Many people define power in relationships as the control we have over each other, but another way to define power is the balance of influence each person has on the other. We all ask our partners to allow us to influence them. We ask for help with the laundry, caring about our feelings, or a moment of undivided attention. Happy relationships consist of not just these efforts to influence or to connect, but accepting those efforts. In other words, if we mostly say “OK” to a request for help (and, of course, then do it) or turn toward our partner when they need us, the interaction affects how we both feel positively. When we fight, there is a special case of the acceptance action—saying “yes” to an effort to repair the breakdown in the relationship. The best of the repair efforts start off with a soft emotional message that includes a word about how the “repairer” might have contributed to the argument. To say “yes,” we turn our feelings and attention to our partner and take ownership over our role in the argument. Repairing an argument is not so much about solving the problem at hand (some problems in relationship just defy being solved)—it’s about managing a fight to fix the distance arguments could cause. If we can avoid that distance, we can stay connected rather than isolated from one another.

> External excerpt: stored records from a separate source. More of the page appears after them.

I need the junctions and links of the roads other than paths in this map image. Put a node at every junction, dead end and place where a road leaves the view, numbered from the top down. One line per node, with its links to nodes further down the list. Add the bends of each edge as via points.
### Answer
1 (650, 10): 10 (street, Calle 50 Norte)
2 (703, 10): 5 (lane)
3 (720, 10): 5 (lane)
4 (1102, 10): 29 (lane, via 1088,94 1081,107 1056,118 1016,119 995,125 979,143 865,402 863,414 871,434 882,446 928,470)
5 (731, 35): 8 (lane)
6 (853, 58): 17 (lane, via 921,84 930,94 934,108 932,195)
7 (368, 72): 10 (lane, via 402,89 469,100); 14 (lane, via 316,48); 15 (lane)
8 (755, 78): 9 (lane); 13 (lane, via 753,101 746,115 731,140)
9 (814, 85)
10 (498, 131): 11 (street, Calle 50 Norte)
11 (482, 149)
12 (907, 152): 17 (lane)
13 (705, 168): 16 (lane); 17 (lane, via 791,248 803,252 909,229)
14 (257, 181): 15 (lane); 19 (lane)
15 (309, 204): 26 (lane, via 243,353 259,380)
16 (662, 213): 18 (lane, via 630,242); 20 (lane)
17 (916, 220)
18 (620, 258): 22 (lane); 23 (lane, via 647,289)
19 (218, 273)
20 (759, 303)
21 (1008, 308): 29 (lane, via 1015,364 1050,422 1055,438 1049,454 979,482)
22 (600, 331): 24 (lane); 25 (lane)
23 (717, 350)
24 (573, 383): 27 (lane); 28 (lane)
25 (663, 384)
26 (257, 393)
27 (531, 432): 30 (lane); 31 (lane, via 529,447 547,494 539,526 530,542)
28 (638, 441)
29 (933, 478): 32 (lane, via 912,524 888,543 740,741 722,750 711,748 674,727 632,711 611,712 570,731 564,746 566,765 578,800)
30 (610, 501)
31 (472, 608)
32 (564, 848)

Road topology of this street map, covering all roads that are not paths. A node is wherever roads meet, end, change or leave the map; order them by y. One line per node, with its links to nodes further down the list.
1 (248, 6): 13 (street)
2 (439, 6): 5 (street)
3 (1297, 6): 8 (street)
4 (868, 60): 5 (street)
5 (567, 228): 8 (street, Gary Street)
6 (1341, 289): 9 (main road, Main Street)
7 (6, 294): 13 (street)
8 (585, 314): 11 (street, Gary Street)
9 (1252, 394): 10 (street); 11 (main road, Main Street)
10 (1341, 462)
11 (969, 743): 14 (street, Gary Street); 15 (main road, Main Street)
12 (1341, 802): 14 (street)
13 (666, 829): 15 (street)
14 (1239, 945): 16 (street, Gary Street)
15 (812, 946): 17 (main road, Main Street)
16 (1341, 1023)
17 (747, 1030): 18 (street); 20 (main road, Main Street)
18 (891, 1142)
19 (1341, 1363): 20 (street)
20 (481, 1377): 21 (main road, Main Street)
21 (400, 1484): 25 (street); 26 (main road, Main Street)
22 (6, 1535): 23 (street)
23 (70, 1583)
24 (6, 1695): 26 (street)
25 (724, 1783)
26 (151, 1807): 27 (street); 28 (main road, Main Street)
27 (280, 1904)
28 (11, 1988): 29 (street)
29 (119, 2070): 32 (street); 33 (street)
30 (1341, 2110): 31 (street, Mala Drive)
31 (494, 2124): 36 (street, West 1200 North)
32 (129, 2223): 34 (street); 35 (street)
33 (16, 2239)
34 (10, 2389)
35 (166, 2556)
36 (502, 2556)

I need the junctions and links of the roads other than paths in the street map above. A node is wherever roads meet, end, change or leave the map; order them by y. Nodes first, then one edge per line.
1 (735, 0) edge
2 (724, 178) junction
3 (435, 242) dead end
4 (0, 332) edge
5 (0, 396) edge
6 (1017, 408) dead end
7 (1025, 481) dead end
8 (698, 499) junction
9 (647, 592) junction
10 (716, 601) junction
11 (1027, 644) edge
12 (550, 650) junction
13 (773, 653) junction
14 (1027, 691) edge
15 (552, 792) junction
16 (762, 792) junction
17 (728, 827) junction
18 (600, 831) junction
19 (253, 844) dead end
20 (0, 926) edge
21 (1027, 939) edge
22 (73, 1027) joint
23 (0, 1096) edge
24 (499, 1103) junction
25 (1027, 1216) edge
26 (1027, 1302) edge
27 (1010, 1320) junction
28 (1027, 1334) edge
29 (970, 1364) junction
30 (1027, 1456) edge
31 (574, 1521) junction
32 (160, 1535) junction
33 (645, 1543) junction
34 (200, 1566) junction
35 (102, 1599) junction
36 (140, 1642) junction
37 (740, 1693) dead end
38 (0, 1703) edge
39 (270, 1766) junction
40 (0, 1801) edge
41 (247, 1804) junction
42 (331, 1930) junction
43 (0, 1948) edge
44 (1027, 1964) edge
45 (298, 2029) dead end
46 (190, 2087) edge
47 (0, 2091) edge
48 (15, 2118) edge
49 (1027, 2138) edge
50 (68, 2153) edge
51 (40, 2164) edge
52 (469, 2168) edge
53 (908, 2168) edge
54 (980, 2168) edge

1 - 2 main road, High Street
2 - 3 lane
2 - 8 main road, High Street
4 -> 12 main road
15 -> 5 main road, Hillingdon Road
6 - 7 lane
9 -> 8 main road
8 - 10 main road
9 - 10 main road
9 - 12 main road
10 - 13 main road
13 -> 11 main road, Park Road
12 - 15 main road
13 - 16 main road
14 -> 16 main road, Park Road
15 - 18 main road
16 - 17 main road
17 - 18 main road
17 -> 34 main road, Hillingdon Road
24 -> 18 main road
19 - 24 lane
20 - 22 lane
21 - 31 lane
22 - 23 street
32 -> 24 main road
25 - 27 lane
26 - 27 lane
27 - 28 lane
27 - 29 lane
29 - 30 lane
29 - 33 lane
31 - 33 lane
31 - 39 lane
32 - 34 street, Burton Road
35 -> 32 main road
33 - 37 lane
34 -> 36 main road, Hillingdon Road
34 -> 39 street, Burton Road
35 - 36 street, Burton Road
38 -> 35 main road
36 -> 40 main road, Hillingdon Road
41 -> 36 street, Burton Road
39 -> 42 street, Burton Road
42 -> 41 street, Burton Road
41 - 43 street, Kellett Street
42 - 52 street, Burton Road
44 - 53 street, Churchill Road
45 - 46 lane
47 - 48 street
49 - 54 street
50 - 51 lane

- Know Your Partner’s Inner World.
We live in our heads more than most of us realize. We learn to attach meaning to events or family rituals, to words and gestures. Those meanings create a symbolic world in our thinking—a world often unknown to our partner. Conflicts often stem more from reactions we both have to these meanings than the real situation outside our heads. Thriving relationships consists of each partner’s efforts to learn the other person’s meanings and symbols. Some of the most important parts of that inner world are the dreams we have for our life and relationships. Many of us find it hard to express our dreams, so partners often show love by looking for disappointed hope underneath the argument. As we learn more about each other’s inner world, each of us begins to share the meanings and dreams. We grow to see the relationship serving each other’s dreams and hopes, and spend energy helping our partner fulfill their aspirations for life. A key to happiness in relationships is knowing each other’s meanings and symbols, finding the dreams within conflicts, and creating shared meanings.
Many pop-psychology authors continue to say that relationships require hard work. I would agree, but only in part. Learning habits like creating love maps or shared meanings can require effort, unless it comes naturally (as it does for some people). But the key to sustaining a happy relationship isn’t doing this hard work all your life, it's learning the habits that will make each other feel happy and safe. When the habits take over (as habits do), the effort stops seeming like work. In fact, we often build such routines into our lives together without thinking about them much at all. At that point, to paraphrase Forrest Gump, “Happy is as happy does.”